Focusing of alkaline proteases (subtilisins) in pH 10-12 immobilized gradients

Abstract

Isoelectric focusing in very alkaline immobilized pH gradients (IPG) was adopted for checking the purity and assessing the pI value of two strongly alkaline proteases: Savinase and Durazym. The first enzyme (known to be the most alkaline) contains 5 Asp, 5 Glu, 7 His, 7 Tyr, 5 Lys, no Cys and 8 Arg residues and should have a theoretical pI of 9.7. Yet, when focused in a pH 9–11 IPG interval, it was lost in the cathodic compartment. After repeated attempts at creating even more alkaline pH intervals, a pH 10–12 IPG range was finally optimized and proved successful in focusing both enzymes midway between the two electrodic compartments.
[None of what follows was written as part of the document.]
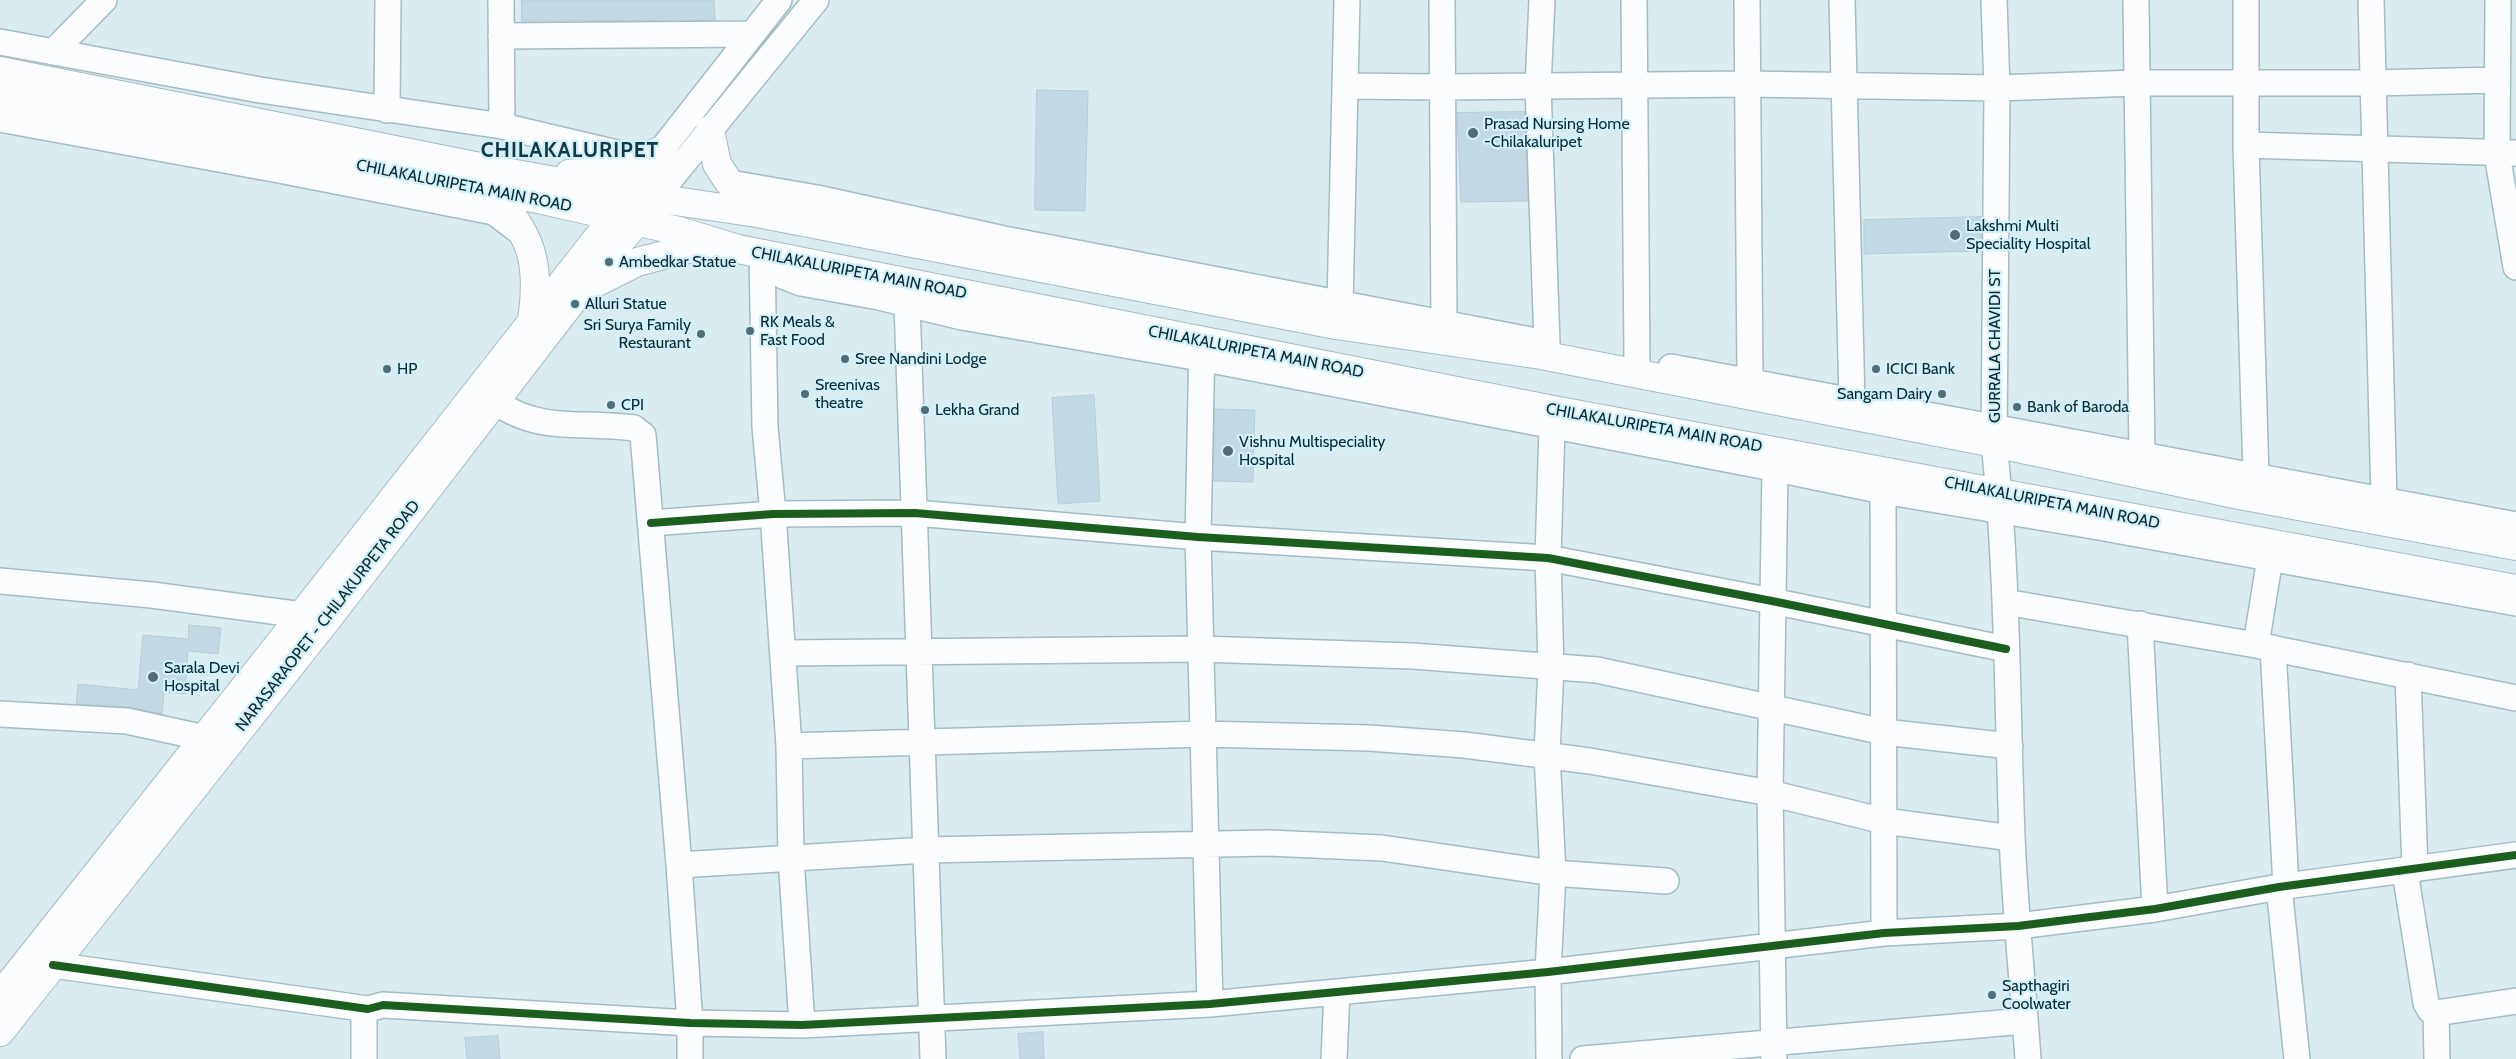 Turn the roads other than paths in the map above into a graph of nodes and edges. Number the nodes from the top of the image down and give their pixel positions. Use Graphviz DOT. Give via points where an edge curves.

The pI of Savinase was measured as 11.15 ± as 0.15; that of Durazym as 10.95 ± 0.20 and that of the pI marker cytochrome c as 10.6 ± 0.17. Both enzymes (and a number of minor components in each preparation) were proven to be active by an in situ zymogram consisting of a casein/agar overlay. The discrepancy between theoretical and experimental pI values could not be fully reconciled: when correcting for pK values of amino acids in proteins at 10°C, instead of the tabulated values at 25°C, the pI should increase to a value of 10. Differential UV spectra showed that ca. 1/2 Tyr are buried in the protein interior and are thus unable to contribute to surface charge. This further increases the pI value by 0.3 pH units to a pI of 10.3, still quite removed from the experimentally assessed pI value (in the gel, at 10°C) of 11.15.